- Exercise objective -
Which lines in the listing below contain "Privada"? Copy each of them.

*** Dataset records Section Begins ***

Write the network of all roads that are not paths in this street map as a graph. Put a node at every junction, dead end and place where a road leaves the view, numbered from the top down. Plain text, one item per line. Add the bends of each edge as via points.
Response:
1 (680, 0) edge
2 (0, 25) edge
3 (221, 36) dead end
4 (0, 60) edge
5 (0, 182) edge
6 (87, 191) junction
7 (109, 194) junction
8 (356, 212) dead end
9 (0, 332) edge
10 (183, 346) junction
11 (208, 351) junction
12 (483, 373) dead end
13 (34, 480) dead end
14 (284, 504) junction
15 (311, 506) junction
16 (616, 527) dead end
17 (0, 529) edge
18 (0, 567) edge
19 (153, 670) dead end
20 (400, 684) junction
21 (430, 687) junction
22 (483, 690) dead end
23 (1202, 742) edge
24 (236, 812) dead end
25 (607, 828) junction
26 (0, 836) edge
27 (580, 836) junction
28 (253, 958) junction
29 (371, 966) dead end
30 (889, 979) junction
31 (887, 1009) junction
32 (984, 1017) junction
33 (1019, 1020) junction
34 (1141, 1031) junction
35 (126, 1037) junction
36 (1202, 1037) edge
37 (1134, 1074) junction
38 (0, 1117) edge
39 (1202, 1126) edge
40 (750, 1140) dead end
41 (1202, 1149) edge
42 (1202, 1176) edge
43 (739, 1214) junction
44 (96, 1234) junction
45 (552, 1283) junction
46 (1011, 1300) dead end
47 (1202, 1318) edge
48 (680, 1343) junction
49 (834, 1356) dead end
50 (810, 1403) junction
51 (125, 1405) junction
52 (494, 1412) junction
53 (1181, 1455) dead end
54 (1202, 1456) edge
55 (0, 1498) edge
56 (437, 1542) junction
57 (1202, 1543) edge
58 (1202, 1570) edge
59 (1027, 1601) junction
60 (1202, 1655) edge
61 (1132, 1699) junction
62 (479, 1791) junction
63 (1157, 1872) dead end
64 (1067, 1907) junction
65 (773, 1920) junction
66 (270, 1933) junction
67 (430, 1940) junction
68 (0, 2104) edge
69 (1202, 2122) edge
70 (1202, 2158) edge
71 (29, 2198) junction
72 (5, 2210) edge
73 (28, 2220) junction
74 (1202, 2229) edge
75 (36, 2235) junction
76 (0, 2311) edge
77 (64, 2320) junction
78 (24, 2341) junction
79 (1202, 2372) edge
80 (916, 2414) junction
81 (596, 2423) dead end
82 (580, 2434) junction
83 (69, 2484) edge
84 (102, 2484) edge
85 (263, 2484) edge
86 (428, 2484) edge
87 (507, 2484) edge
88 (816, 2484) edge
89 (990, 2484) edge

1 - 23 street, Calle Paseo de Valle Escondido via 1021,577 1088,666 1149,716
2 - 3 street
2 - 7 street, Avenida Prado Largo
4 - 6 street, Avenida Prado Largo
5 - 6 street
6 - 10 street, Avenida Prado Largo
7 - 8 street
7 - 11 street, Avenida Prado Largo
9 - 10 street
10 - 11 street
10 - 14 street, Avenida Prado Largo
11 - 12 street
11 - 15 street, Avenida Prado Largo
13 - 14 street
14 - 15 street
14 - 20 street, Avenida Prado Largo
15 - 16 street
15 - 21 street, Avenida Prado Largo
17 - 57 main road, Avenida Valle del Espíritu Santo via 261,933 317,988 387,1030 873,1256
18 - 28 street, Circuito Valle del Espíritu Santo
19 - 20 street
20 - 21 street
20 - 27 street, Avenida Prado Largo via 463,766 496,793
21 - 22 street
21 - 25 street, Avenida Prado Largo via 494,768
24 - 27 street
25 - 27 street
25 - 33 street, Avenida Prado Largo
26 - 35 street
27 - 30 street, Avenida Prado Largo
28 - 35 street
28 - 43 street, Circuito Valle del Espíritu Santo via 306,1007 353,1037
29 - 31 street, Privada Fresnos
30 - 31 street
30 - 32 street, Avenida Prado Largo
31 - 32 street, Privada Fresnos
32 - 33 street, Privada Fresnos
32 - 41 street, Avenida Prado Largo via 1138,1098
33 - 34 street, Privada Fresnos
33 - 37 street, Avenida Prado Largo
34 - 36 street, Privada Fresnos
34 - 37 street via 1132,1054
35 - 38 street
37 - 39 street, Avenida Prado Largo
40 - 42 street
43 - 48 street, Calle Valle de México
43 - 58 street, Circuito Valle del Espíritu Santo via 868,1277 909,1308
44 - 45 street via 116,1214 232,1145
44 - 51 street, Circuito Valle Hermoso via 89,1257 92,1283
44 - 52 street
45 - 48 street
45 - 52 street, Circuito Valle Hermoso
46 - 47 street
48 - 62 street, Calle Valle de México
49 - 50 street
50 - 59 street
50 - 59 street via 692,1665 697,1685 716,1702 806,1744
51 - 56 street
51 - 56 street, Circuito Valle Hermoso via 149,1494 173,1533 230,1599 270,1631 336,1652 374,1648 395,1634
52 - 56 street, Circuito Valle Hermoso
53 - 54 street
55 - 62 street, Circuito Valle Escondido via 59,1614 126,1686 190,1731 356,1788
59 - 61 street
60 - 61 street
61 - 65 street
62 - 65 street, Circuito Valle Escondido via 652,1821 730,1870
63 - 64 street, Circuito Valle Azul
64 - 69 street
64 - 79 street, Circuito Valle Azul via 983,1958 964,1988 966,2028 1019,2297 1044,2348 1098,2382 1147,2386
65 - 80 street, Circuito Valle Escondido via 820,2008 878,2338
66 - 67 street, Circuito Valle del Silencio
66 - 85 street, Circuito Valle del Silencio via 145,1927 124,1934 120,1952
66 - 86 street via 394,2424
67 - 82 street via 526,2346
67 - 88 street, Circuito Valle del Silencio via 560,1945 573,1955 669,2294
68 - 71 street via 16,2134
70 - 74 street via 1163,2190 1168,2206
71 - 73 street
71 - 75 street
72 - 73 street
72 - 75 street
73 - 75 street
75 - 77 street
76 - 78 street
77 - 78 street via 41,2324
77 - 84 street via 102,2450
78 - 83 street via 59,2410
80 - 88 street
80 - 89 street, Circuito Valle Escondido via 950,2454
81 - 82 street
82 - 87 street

*** Dataset records Section Ends ***

- Task solution -
29 - 31 street, Privada Fresnos
31 - 32 street, Privada Fresnos
32 - 33 street, Privada Fresnos
33 - 34 street, Privada Fresnos
34 - 36 street, Privada Fresnos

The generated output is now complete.